:: DATA FOR THE TASK ::

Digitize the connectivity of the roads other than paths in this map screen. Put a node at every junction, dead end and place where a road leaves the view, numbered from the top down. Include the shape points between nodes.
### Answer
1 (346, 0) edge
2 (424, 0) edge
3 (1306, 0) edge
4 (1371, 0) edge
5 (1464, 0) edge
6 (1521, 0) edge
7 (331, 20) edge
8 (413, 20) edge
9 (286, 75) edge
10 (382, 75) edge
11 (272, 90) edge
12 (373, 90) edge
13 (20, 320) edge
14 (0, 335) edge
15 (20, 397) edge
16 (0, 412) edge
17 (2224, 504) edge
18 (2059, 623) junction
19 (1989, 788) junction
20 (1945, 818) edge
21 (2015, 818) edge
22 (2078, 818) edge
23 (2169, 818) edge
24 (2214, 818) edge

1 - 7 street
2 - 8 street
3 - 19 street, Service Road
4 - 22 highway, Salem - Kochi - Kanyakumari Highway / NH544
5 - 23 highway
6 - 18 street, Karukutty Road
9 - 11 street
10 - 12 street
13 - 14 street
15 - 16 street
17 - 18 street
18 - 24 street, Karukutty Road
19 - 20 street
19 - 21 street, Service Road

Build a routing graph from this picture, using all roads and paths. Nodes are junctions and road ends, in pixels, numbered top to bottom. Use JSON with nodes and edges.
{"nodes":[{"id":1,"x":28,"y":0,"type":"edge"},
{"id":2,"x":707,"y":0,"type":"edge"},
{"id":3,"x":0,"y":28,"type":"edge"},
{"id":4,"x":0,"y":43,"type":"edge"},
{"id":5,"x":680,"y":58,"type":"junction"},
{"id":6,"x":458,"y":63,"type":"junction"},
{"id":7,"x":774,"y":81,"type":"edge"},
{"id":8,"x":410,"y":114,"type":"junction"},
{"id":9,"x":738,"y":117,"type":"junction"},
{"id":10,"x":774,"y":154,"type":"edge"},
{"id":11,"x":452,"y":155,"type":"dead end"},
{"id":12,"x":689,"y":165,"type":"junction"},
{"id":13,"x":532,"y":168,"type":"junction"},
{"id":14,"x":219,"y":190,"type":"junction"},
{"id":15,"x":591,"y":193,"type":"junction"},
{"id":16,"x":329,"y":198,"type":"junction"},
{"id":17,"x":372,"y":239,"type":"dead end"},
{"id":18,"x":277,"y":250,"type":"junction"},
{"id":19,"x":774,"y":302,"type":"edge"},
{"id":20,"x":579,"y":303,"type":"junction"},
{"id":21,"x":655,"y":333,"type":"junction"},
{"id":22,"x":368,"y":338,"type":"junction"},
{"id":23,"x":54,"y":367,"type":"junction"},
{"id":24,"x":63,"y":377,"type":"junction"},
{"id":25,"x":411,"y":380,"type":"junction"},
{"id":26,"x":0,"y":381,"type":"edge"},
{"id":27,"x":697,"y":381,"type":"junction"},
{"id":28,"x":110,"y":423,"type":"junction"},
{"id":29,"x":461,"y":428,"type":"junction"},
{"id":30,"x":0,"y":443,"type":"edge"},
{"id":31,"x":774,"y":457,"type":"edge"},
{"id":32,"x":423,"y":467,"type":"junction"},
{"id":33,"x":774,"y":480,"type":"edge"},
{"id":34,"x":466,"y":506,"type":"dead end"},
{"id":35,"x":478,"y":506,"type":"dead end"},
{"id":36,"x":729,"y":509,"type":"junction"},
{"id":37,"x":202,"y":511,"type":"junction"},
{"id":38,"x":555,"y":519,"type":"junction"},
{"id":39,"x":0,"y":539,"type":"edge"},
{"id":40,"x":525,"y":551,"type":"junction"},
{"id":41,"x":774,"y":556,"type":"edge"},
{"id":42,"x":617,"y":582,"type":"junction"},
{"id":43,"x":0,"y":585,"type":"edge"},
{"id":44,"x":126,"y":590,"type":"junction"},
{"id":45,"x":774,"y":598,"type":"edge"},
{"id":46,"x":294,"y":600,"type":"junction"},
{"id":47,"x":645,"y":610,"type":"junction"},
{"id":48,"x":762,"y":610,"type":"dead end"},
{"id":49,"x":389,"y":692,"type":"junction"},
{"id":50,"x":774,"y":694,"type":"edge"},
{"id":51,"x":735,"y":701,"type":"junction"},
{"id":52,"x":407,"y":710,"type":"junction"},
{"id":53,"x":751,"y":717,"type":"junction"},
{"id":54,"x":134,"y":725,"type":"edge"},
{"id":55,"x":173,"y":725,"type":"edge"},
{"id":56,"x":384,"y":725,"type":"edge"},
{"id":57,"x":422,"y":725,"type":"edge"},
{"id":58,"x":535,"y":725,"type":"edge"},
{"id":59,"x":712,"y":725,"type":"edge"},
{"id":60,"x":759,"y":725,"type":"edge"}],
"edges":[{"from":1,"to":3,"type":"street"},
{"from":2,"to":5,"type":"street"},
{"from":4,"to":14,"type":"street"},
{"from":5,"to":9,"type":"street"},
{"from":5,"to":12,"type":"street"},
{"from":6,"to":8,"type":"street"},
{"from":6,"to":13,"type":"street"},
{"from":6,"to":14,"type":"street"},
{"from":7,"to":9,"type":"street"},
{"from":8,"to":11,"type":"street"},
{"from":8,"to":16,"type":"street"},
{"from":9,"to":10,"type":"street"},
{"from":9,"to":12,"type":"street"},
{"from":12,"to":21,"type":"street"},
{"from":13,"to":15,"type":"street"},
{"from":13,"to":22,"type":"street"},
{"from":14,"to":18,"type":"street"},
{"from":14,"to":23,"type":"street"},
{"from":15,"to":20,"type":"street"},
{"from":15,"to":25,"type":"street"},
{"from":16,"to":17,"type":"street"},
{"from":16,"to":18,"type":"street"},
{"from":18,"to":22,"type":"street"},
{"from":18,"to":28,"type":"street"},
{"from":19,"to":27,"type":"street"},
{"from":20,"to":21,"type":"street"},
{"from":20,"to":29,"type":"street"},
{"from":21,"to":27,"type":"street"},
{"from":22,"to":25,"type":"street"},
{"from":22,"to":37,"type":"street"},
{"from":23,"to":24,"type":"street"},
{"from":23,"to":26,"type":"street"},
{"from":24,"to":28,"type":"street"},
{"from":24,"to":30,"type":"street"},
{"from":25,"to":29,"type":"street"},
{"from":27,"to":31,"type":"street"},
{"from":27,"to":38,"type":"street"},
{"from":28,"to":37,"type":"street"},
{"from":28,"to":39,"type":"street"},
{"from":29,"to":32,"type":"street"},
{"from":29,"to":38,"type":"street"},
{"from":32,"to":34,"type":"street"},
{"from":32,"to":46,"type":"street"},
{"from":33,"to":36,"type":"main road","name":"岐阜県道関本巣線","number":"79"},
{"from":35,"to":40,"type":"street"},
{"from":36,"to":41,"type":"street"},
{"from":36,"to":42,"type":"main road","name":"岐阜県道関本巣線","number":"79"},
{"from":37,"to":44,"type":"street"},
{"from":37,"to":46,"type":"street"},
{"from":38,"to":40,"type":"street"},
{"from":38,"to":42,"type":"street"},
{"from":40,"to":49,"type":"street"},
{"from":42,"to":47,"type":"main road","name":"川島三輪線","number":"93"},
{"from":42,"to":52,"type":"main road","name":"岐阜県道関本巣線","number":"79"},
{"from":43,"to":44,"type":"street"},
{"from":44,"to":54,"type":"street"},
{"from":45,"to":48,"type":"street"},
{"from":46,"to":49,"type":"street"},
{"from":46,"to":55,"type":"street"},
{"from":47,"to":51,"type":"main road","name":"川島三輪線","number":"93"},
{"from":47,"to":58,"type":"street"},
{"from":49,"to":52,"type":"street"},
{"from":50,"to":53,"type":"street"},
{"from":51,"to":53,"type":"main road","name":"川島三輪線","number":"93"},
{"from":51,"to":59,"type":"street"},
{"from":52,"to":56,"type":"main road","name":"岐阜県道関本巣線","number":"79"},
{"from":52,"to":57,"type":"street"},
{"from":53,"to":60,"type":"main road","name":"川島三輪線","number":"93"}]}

:::

WHAT IS EXPECTED
For the word "edges", count the lines of the records that contain it and give only the number.

SOLUTION
2